Campbell has a secure foundation on which to draw her inspiration. She grew up in rural Perthshire and went to a primary school with only 16 pupils. It sounds idyllic.
“It was. My dad was a tenant farmer, my mum managed to stay at home and bring us up. So my sister and I had both parents around us. Looking back on it now, that’s just so lucky.” Collace Primary School had 16 pupils when she started and had grown to 30 by the time she left. “It was a lovely school, a beautiful school too. It’s the school that my dad went to and my grandparents went to as well, so it means a lot to me,” she says.
Campbell was reminded of it when she travelled to congratulate graduates of the new BA childhood practice qualification at Dundee University. “One of the lecturers was my primary teacher! I hadn’t seen her since I was eleven. It totally threw me. I was like, ‘Mrs Cummings?’ It is Mrs Cummings. ‘Oh… hello Mrs Cummings,’ and she said ‘we’re so pleased with what you’re trying to do with childcare and stuff like that.’ She was a wonderful teacher as well, a good, caring, lovely teacher so it’s no surprise that she’s imparting some of that knowledge and experience she has for other childhood practitioners.”
So, if Campbell was enthusiastic at school, was she more of a bookworm than a playing outdoors type?
“A bit of both. I love reading, and always have. Enid Blyton books, Roald Dahl, all the regular things that you would expect a child to read at that age, but yeah, loved being outdoors, and I think having grown up on a farm and looking back on the freedom that we had, my sister and I, being able to go up the hill, have a picnic up there, or something like that.”
Last year Campbell launched the national play strategy, which encourages outdoor active play. She thinks getting young people outdoors is important. “I really like the work that some of the organisations like the Royal Highland Education Trust, RHET, do in terms of getting kids connected to the land, and connected to where food comes from. So yeah, certainly my upbringing, being outdoors, having that freedom is certainly something that influenced a lot of my thinking,” she says.
Although the rural childhood was great, “it has its challenges as well, especially when you hit adolescence and you realise all the things you want to do are in Perth. You’re having to cycle to the bus stop, then get a bus that is every two hours. It was also a childhood of its time I think too, because I don’t know whether financially now my mum could have stayed at home.”
As a tenant farmer, Campbell’s father differed from the large estate Tory-voting Perthshire farmers of the 1980s. “It wasn’t the best ground, it was a sheep farm, so it was always quite a struggle. You could certainly see that my dad worked very hard, long hours, and not a huge amount in terms of salary for how long he had to work, but for so many other reasons, it was a great place to grow up. You get access to plenty tatties…”
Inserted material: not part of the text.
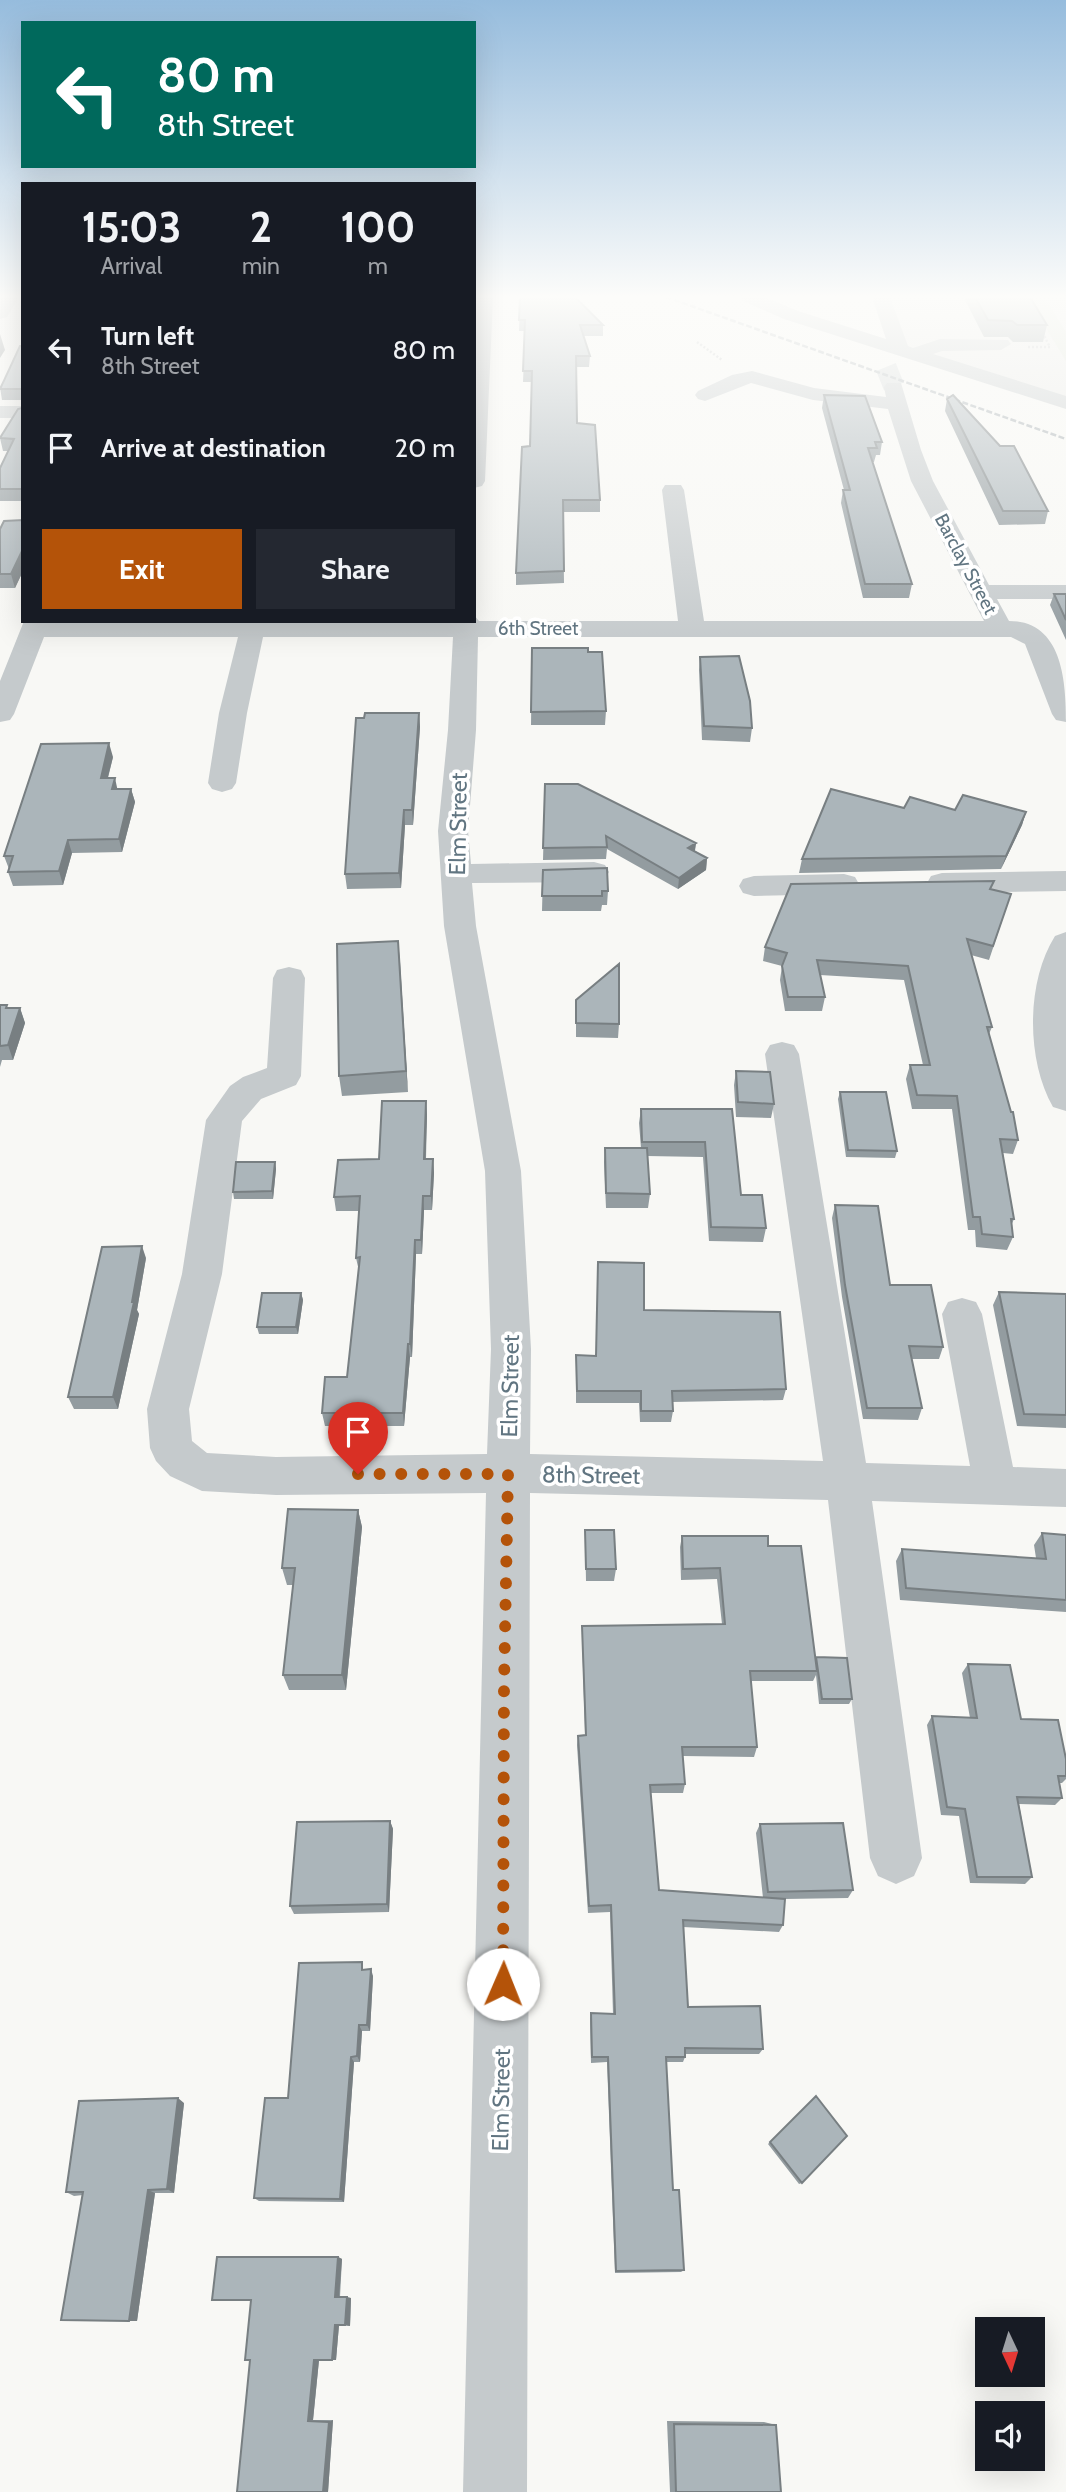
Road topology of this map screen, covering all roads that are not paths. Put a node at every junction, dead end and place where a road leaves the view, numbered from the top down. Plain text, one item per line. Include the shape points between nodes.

It wasn’t until much later that Campbell understood how she had benefited from a stable upbringing: “When you’re growing up and you’ve got that stability, you’ve had that close contact, that attachment, it’s only when you learn about these words: attachment, relationships, stability, later on in life that you realise that’s what you’ve been lucky enough to have had, I think.”
She believes Scotland is “very lucky” to have Sir Harry Burns, the soon-to-be-former Chief Medical Officer, John Carnochan, former policeman and head of the pioneering Violence Reduction Unit, and child psychologist Suzanne Zeedyk, leading the early years strategy and “talking about the stability that children need, the love, the nurture, the support from day one. They need that strength of attachment and relationships to be able to then have those firm foundations set to allow them to go and achieve in later life.”
The Children and Young People Bill seeks to provide stability to those who may not have as secure a family home to fall back on, especially in terms of young looked-after care leavers being now allowed to stay until they are 21. “While that’s not entirely the way people live their lives – people probably stay with their family far beyond 21 – but actually, giving that signal to these young people that there is going to be stability in their life, and they’re not having to do their exams and at the same time come home at the age of 14 or 15 and fill in a housing application.”
A stable relationship with an adult is critical, she says “and aside from the legislation, we want to develop a national mentoring scheme for children in care who are looked after at home, because we know the value in having solid relationships; what that can mean for a child and young person. Just having someone that takes an interest in your life and is not necessarily paid to do it, it’s something somebody wants to do.”
Campbell’s mother also took an interest in the community. Along with another mum at the school, Alwine, she ran a youth club. “They ran it for, gosh, about 25 years. Youth Club Scotland supported them, and my mum always said Youth Club Scotland are brilliant, they give us so much help and support. Now in my portfolio it’s called Youth Scotland but that’s what they merged into, so it’s been nice that we’ve been able to work with these groups and remember how supportive they have been for so long to so many people trying to provide things for young people in their communities.”
Did she attend the youth club? “Yeah, I went. And it was great. We did lots of things, guising, concerts, Alwine used to write a pantomime… I was once Snow White. Gosh, why am I telling you all this? My mum was Widow Twanky in one.”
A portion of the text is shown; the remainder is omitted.